__What to work on__
Write out all of the entries exactly, please.

__Data extract__
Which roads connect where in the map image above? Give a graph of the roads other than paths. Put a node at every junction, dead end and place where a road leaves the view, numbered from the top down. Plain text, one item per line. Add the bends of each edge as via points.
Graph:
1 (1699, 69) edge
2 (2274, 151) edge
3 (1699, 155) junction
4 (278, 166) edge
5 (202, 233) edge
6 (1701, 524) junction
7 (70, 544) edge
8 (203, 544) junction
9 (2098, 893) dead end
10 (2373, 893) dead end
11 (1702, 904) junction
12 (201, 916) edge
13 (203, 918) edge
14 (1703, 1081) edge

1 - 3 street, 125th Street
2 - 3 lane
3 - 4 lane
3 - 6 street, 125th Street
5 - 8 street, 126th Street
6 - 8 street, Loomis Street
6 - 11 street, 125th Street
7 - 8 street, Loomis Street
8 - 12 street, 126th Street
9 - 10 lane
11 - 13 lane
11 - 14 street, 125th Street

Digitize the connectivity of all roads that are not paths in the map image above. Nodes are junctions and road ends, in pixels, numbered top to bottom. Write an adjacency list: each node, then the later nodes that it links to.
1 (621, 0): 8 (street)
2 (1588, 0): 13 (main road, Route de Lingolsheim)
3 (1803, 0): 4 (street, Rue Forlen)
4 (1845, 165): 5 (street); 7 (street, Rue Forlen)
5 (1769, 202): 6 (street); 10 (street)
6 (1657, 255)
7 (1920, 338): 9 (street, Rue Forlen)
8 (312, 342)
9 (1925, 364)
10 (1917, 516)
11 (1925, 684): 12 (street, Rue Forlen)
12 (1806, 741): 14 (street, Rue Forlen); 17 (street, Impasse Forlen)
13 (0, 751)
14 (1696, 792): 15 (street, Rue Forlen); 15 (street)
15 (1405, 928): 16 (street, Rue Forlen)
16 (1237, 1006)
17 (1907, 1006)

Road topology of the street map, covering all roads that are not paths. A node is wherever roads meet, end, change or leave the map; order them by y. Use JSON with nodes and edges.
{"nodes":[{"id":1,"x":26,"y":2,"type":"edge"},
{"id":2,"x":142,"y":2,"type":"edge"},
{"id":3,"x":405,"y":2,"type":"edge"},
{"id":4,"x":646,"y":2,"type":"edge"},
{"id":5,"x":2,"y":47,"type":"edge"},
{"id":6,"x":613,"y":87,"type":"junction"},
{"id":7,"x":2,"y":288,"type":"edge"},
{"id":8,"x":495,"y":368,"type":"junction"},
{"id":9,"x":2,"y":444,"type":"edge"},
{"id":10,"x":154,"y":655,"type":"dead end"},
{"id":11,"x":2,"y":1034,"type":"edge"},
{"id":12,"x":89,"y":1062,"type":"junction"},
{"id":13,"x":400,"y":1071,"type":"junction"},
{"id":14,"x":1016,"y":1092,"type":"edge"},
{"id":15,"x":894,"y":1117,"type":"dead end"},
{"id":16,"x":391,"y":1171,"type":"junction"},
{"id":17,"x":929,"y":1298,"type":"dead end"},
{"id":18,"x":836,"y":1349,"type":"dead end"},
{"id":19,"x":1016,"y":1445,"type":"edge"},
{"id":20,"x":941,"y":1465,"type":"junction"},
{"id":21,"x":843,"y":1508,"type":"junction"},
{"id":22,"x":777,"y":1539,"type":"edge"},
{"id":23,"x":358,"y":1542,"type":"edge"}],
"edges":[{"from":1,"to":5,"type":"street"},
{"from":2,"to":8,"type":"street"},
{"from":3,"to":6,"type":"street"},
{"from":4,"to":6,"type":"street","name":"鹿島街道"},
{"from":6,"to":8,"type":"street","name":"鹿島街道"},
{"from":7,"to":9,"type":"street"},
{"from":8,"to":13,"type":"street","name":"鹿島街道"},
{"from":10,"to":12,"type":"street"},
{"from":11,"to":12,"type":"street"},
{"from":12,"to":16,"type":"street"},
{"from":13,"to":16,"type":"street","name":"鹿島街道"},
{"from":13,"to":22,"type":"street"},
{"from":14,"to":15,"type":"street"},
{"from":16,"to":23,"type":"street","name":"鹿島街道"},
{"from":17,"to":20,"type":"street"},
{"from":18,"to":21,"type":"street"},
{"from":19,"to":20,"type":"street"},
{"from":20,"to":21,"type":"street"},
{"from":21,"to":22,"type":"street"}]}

__Exercise solution__
Which roads connect where in the map image above? Give a graph of the roads other than paths. Put a node at every junction, dead end and place where a road leaves the view, numbered from the top down. Plain text, one item per line. Add the bends of each edge as via points.
Graph:
1 (1699, 69) edge
2 (2274, 151) edge
3 (1699, 155) junction
4 (278, 166) edge
5 (202, 233) edge
6 (1701, 524) junction
7 (70, 544) edge
8 (203, 544) junction
9 (2098, 893) dead end
10 (2373, 893) dead end
11 (1702, 904) junction
12 (201, 916) edge
13 (203, 918) edge
14 (1703, 1081) edge

1 - 3 street, 125th Street
2 - 3 lane
3 - 4 lane
3 - 6 street, 125th Street
5 - 8 street, 126th Street
6 - 8 street, Loomis Street
6 - 11 street, 125th Street
7 - 8 street, Loomis Street
8 - 12 street, 126th Street
9 - 10 lane
11 - 13 lane
11 - 14 street, 125th Street

Digitize the connectivity of all roads that are not paths in the map image above. Nodes are junctions and road ends, in pixels, numbered top to bottom. Write an adjacency list: each node, then the later nodes that it links to.
1 (621, 0): 8 (street)
2 (1588, 0): 13 (main road, Route de Lingolsheim)
3 (1803, 0): 4 (street, Rue Forlen)
4 (1845, 165): 5 (street); 7 (street, Rue Forlen)
5 (1769, 202): 6 (street); 10 (street)
6 (1657, 255)
7 (1920, 338): 9 (street, Rue Forlen)
8 (312, 342)
9 (1925, 364)
10 (1917, 516)
11 (1925, 684): 12 (street, Rue Forlen)
12 (1806, 741): 14 (street, Rue Forlen); 17 (street, Impasse Forlen)
13 (0, 751)
14 (1696, 792): 15 (street, Rue Forlen); 15 (street)
15 (1405, 928): 16 (street, Rue Forlen)
16 (1237, 1006)
17 (1907, 1006)

Road topology of the street map, covering all roads that are not paths. A node is wherever roads meet, end, change or leave the map; order them by y. Use JSON with nodes and edges.
{"nodes":[{"id":1,"x":26,"y":2,"type":"edge"},
{"id":2,"x":142,"y":2,"type":"edge"},
{"id":3,"x":405,"y":2,"type":"edge"},
{"id":4,"x":646,"y":2,"type":"edge"},
{"id":5,"x":2,"y":47,"type":"edge"},
{"id":6,"x":613,"y":87,"type":"junction"},
{"id":7,"x":2,"y":288,"type":"edge"},
{"id":8,"x":495,"y":368,"type":"junction"},
{"id":9,"x":2,"y":444,"type":"edge"},
{"id":10,"x":154,"y":655,"type":"dead end"},
{"id":11,"x":2,"y":1034,"type":"edge"},
{"id":12,"x":89,"y":1062,"type":"junction"},
{"id":13,"x":400,"y":1071,"type":"junction"},
{"id":14,"x":1016,"y":1092,"type":"edge"},
{"id":15,"x":894,"y":1117,"type":"dead end"},
{"id":16,"x":391,"y":1171,"type":"junction"},
{"id":17,"x":929,"y":1298,"type":"dead end"},
{"id":18,"x":836,"y":1349,"type":"dead end"},
{"id":19,"x":1016,"y":1445,"type":"edge"},
{"id":20,"x":941,"y":1465,"type":"junction"},
{"id":21,"x":843,"y":1508,"type":"junction"},
{"id":22,"x":777,"y":1539,"type":"edge"},
{"id":23,"x":358,"y":1542,"type":"edge"}],
"edges":[{"from":1,"to":5,"type":"street"},
{"from":2,"to":8,"type":"street"},
{"from":3,"to":6,"type":"street"},
{"from":4,"to":6,"type":"street","name":"鹿島街道"},
{"from":6,"to":8,"type":"street","name":"鹿島街道"},
{"from":7,"to":9,"type":"street"},
{"from":8,"to":13,"type":"street","name":"鹿島街道"},
{"from":10,"to":12,"type":"street"},
{"from":11,"to":12,"type":"street"},
{"from":12,"to":16,"type":"street"},
{"from":13,"to":16,"type":"street","name":"鹿島街道"},
{"from":13,"to":22,"type":"street"},
{"from":14,"to":15,"type":"street"},
{"from":16,"to":23,"type":"street","name":"鹿島街道"},
{"from":17,"to":20,"type":"street"},
{"from":18,"to":21,"type":"street"},
{"from":19,"to":20,"type":"street"},
{"from":20,"to":21,"type":"street"},
{"from":21,"to":22,"type":"street"}]}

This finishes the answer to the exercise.